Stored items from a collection
"""

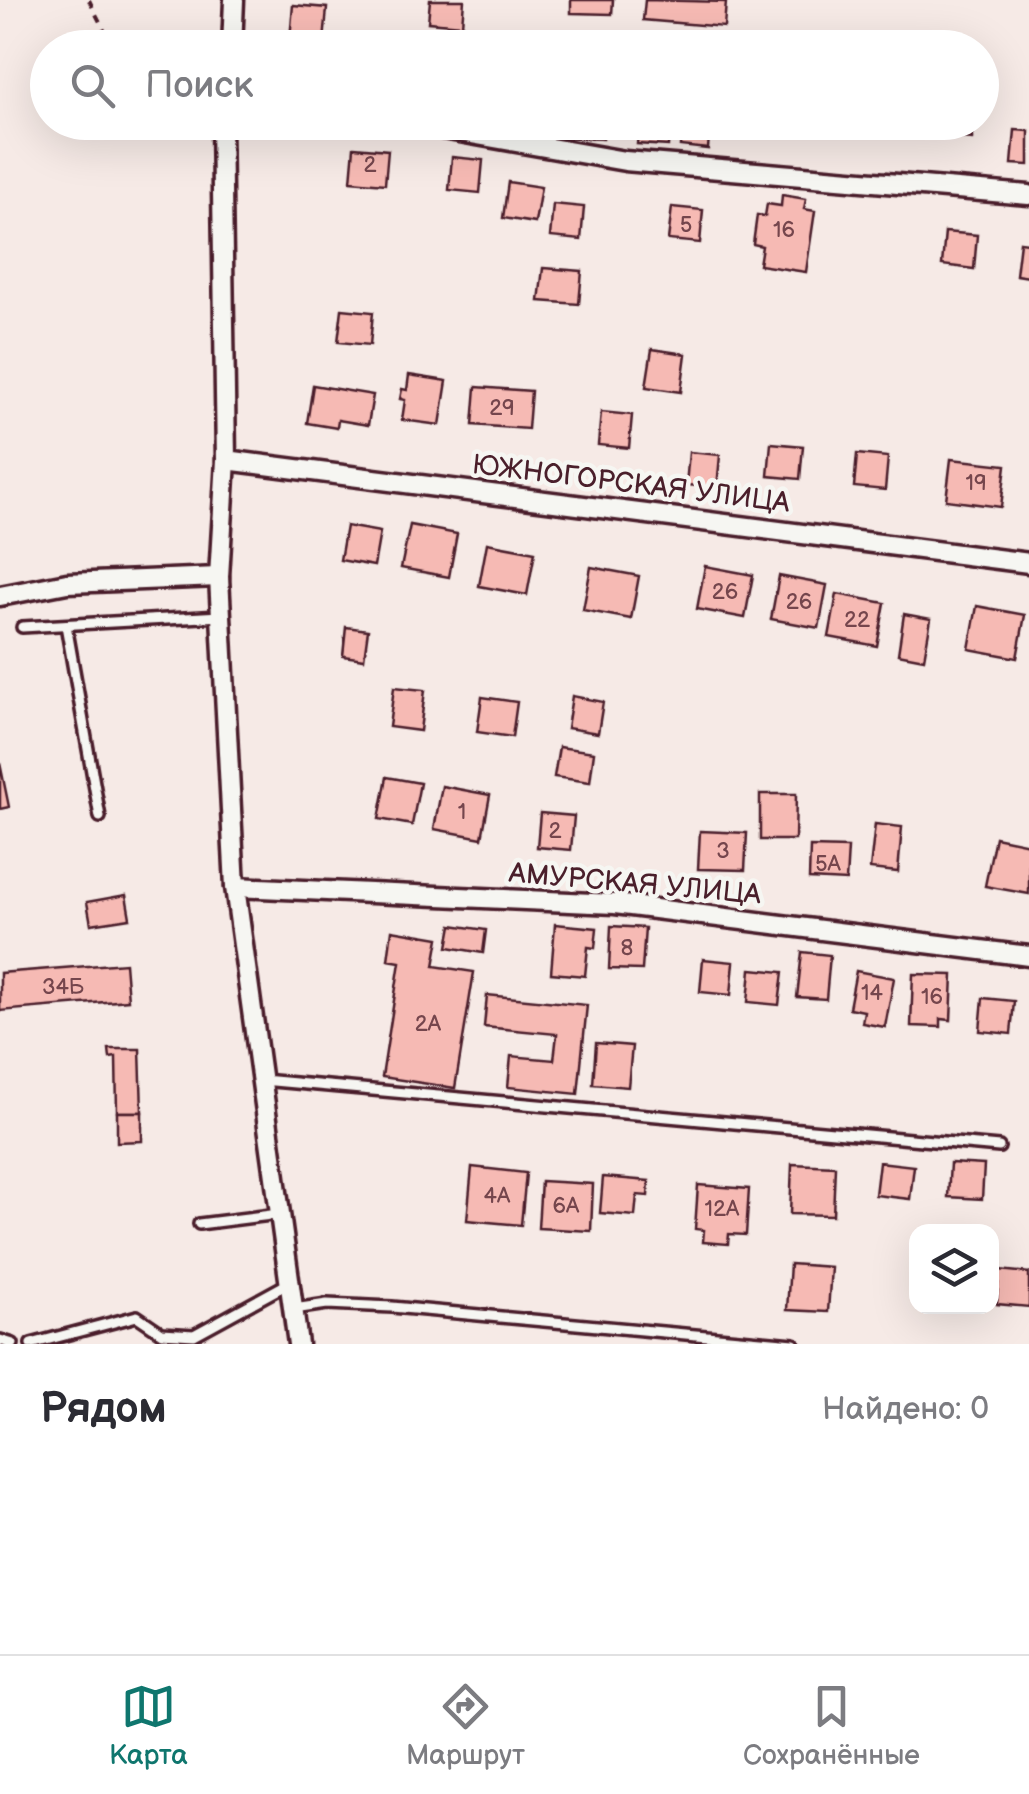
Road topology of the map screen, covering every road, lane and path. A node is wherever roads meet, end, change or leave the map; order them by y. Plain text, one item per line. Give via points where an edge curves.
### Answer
1 (88, 0) edge
2 (234, 0) edge
3 (104, 30) edge
4 (233, 30) edge
5 (221, 140) edge
6 (505, 140) edge
7 (1029, 195) edge
8 (226, 460) junction
9 (1029, 563) edge
10 (219, 577) junction
11 (0, 596) edge
12 (221, 616) junction
13 (66, 625) junction
14 (22, 627) dead end
15 (100, 816) dead end
16 (235, 886) junction
17 (1029, 956) edge
18 (260, 1080) junction
19 (999, 1147) dead end
20 (279, 1214) junction
21 (198, 1224) dead end
22 (289, 1283) junction
23 (293, 1309) junction
24 (0, 1340) edge
25 (13, 1344) edge
26 (30, 1344) edge
27 (298, 1344) edge
28 (794, 1344) edge

1 - 3 path
2 - 4 street
5 - 8 street
6 - 7 street via 624,161
8 - 9 street, ЮЖНОГОРСКАЯ УЛИЦА
8 - 10 street
10 - 11 street via 66,583
10 - 12 street
12 - 13 lane
12 - 16 street
13 - 14 lane
13 - 15 lane
16 - 17 street, АМУРСКАЯ УЛИЦА via 615,904
16 - 18 street
18 - 19 lane
18 - 20 street
20 - 21 lane
20 - 22 street
22 - 23 street
22 - 26 lane via 194,1336 162,1333 137,1316
23 - 27 street
23 - 28 lane via 392,1306
24 - 25 lane

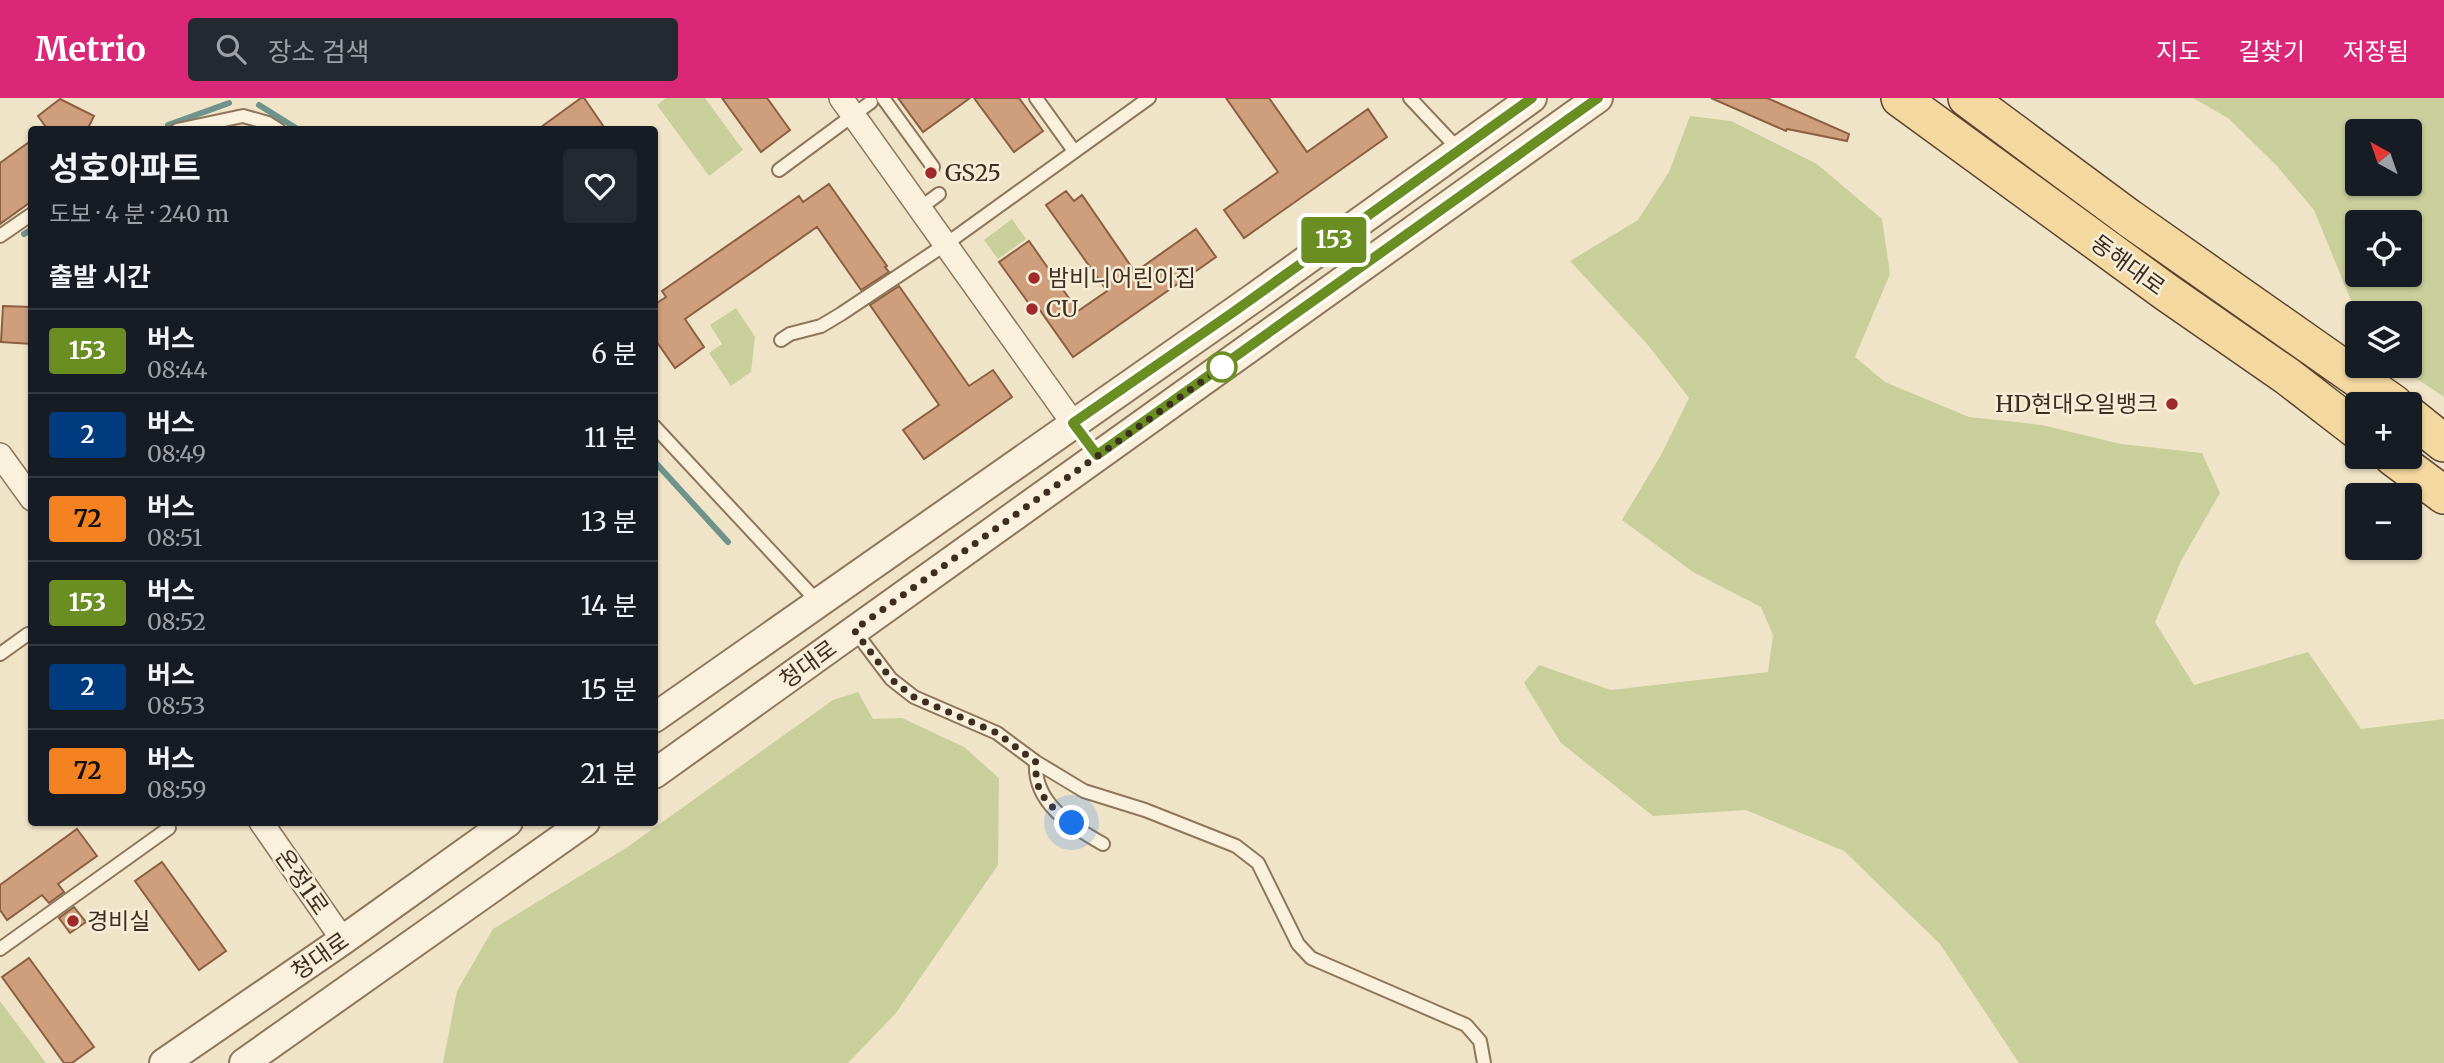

"""

Please set down each line of the data above exactly as written, without the pictures.

Exercise output ▸
Road topology of the map screen, covering every road, lane and path. A node is wherever roads meet, end, change or leave the map; order them by y. Plain text, one item per line. Give via points where an edge curves.
### Answer
1 (88, 0) edge
2 (234, 0) edge
3 (104, 30) edge
4 (233, 30) edge
5 (221, 140) edge
6 (505, 140) edge
7 (1029, 195) edge
8 (226, 460) junction
9 (1029, 563) edge
10 (219, 577) junction
11 (0, 596) edge
12 (221, 616) junction
13 (66, 625) junction
14 (22, 627) dead end
15 (100, 816) dead end
16 (235, 886) junction
17 (1029, 956) edge
18 (260, 1080) junction
19 (999, 1147) dead end
20 (279, 1214) junction
21 (198, 1224) dead end
22 (289, 1283) junction
23 (293, 1309) junction
24 (0, 1340) edge
25 (13, 1344) edge
26 (30, 1344) edge
27 (298, 1344) edge
28 (794, 1344) edge

1 - 3 path
2 - 4 street
5 - 8 street
6 - 7 street via 624,161
8 - 9 street, ЮЖНОГОРСКАЯ УЛИЦА
8 - 10 street
10 - 11 street via 66,583
10 - 12 street
12 - 13 lane
12 - 16 street
13 - 14 lane
13 - 15 lane
16 - 17 street, АМУРСКАЯ УЛИЦА via 615,904
16 - 18 street
18 - 19 lane
18 - 20 street
20 - 21 lane
20 - 22 street
22 - 23 street
22 - 26 lane via 194,1336 162,1333 137,1316
23 - 27 street
23 - 28 lane via 392,1306
24 - 25 lane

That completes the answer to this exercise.